1972年1月26日、ストックホルム発ベオグラード行き、コペンハーゲン経由のユーゴスラビア航空367便(JATユーゴスラビア航空マクドネル・ダグラスDC-9)が、チェコスロバキア上空1万メートル超の高度で爆発しました。荷物室に隠された爆発装置によるものとみられるこの爆発により、機体は3つに砕け散り、搭乗していた27人全員が死亡しました。この航空事故で生き残ったのは客室乗務員1人だけでした。当時22歳だったヴェスナ・ヴロヴィッチさんは、雪に覆われた森林地帯のスルプスカ・カメニツェ村近郊で、残骸の中から生存しているのが発見されました。
信じられない落下の世界記録
ヴェスナ・ヴロヴィッチは、パラシュートなしでの自由落下高度10.160メートルという世界最高記録を今も保持しています。航空調査官は、彼女の生存にはいくつかの要因が寄与したと結論付けています。 彼女は胴体の無傷の部分に閉じ込められ、その部分が落下時に雪に覆われた森に墜落したため衝撃は和らいだ。
ひどい怪我と並外れた回復力
ヴェスナ・ヴロヴィッチさんは27日間の昏睡状態から回復し、約16ヶ月間入院しました。頭蓋骨、骨盤、脚、3つの椎骨を含む複数の骨折に加え、肋骨も骨折し、一時的に腰から下が麻痺しました。これらの怪我にもかかわらず、最終的には歩行能力を取り戻しましたが、歩行は著しく困難でした。事故や爆発、そして転落に至るまでの記憶はありません。
生存者から国民的象徴へ
1950年1月3日、ベオグラードで生まれたヴェスナ・ヴロヴィッチは、墜落事故後、ユーゴスラビアで人気者となり、回復力の象徴として称賛されました。1985年にはギネス世界記録の殿堂入りを果たし、ポール・マッカートニーから記録の認定証とメダルを授与されました。

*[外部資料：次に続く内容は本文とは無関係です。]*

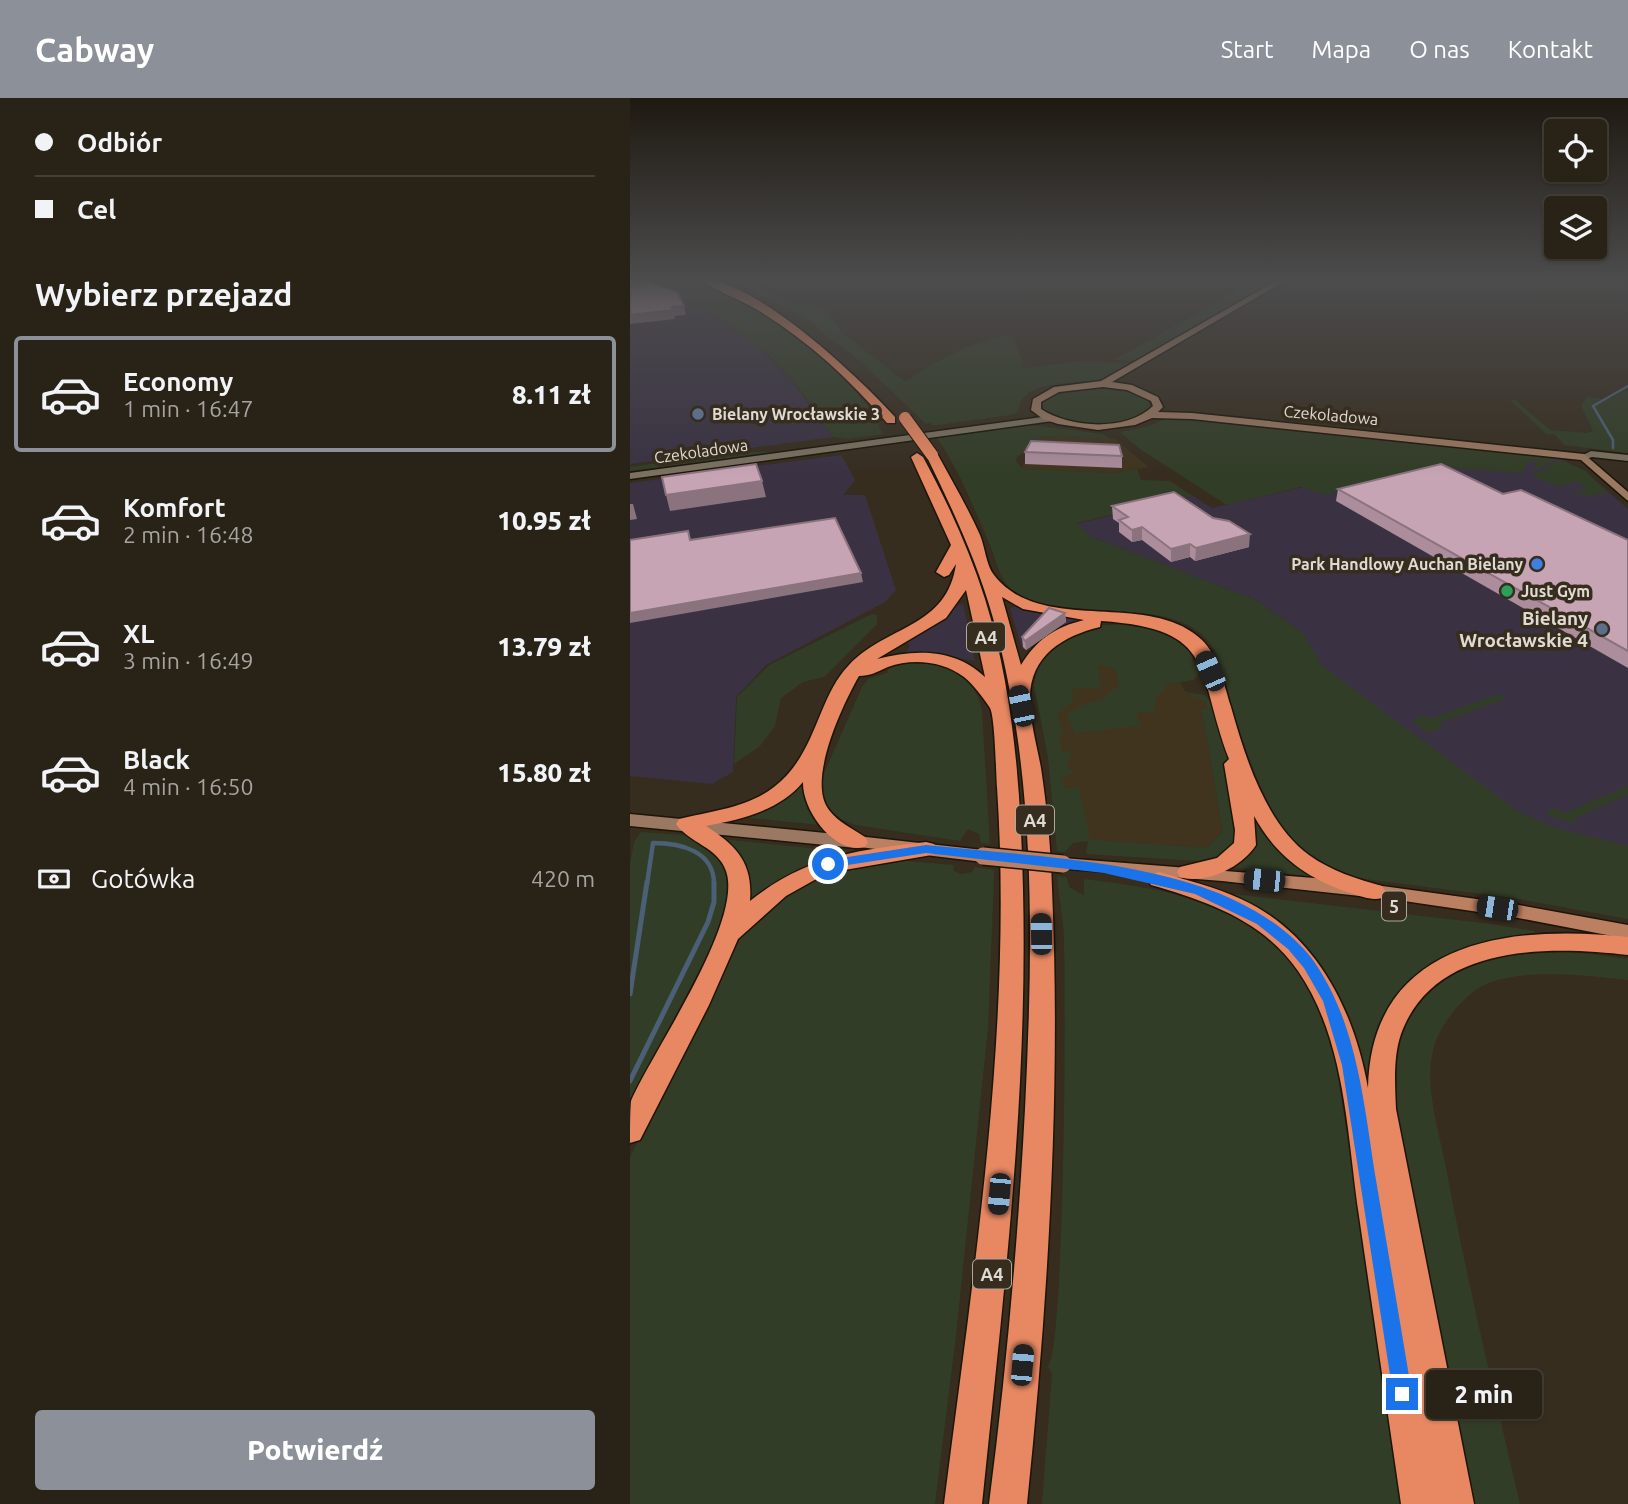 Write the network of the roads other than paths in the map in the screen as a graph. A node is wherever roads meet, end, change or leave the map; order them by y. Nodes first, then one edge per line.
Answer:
1 (814, 344) edge
2 (829, 344) edge
3 (1175, 344) edge
4 (1126, 373) junction
5 (1103, 384) junction
6 (1129, 387) junction
7 (1154, 411) junction
8 (1037, 412) junction
9 (1050, 419) junction
10 (776, 456) junction
11 (1592, 456) junction
12 (1628, 462) edge
13 (1617, 472) junction
14 (630, 476) edge
15 (1628, 484) edge
16 (1628, 498) edge
17 (962, 551) junction
18 (944, 572) dead end
19 (990, 579) junction
20 (1121, 619) junction
21 (843, 690) junction
22 (1011, 713) junction
23 (1232, 744) junction
24 (816, 748) junction
25 (630, 814) edge
26 (630, 820) edge
27 (650, 821) junction
28 (687, 824) junction
29 (857, 842) junction
30 (926, 849) junction
31 (1104, 869) junction
32 (1188, 872) junction
33 (1159, 880) junction
34 (1374, 892) junction
35 (1628, 932) edge
36 (729, 936) junction
37 (1628, 945) edge
38 (630, 1131) edge
39 (1013, 1459) junction
40 (963, 1496) edge
41 (1008, 1504) edge
42 (1017, 1504) edge
43 (1420, 1504) edge
44 (1455, 1504) edge

1 - 17 highway, A4
2 - 19 highway, bridge
3 - 4 main road
4 - 5 main road
4 - 6 main road
5 - 6 main road
5 - 8 main road
6 - 7 main road
7 - 9 main road, Czekoladowa
7 - 11 main road, Czekoladowa
8 - 9 main road, Czekoladowa
8 - 10 street, Czekoladowa
9 - 10 street, Czekoladowa
10 - 14 street, Czekoladowa
11 - 12 street, Czekoladowa
11 - 13 main road
11 - 16 main road
12 - 13 street
13 - 15 main road
17 - 18 highway
17 - 21 highway
17 - 22 highway, A4
19 - 20 highway
19 - 22 highway, А4
20 - 22 highway
20 - 23 highway
21 - 22 highway
21 - 24 highway
22 - 39 highway, А4
22 - 40 highway, A4
23 - 32 highway
23 - 34 highway
24 - 28 highway
24 - 29 highway
25 - 27 street
26 - 27 main road
27 - 28 main road
28 - 29 main road
28 - 36 highway
29 - 30 main road
30 - 31 main road, 5, bridge
30 - 36 highway
31 - 32 main road, 5
31 - 33 main road, 5
32 - 34 main road, 5
33 - 37 main road, 5
33 - 43 highway
34 - 35 main road, 5
36 - 38 highway
37 - 44 highway
39 - 41 highway
39 - 42 highway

その後、彼女は政治活動に積極的に関わり、1990年代初頭にはセルビア大統領スロボダン・ミロシェヴィッチへの抗議活動を行い、航空会社を解雇されました。
謎に包まれた調査
公式調査では爆発はテロ行為とされ、クロアチアの民族主義者が容疑をかけられたが、逮捕者は出なかった。しかし、一部のジャーナリストは、航空機が公式発表よりも低い高度で墜落したと示唆したが、これらの主張は確認されなかった。
航空界の伝説が不滅に
ヴェスナ・ヴロヴィッチは2016年12月23日、66歳でベオグラードで亡くなりました。彼女は亡くなるまで、パラシュートなしの自由落下高度の世界記録を保持しており、航空史と生存記録の歴史において著名な人物として記憶されています。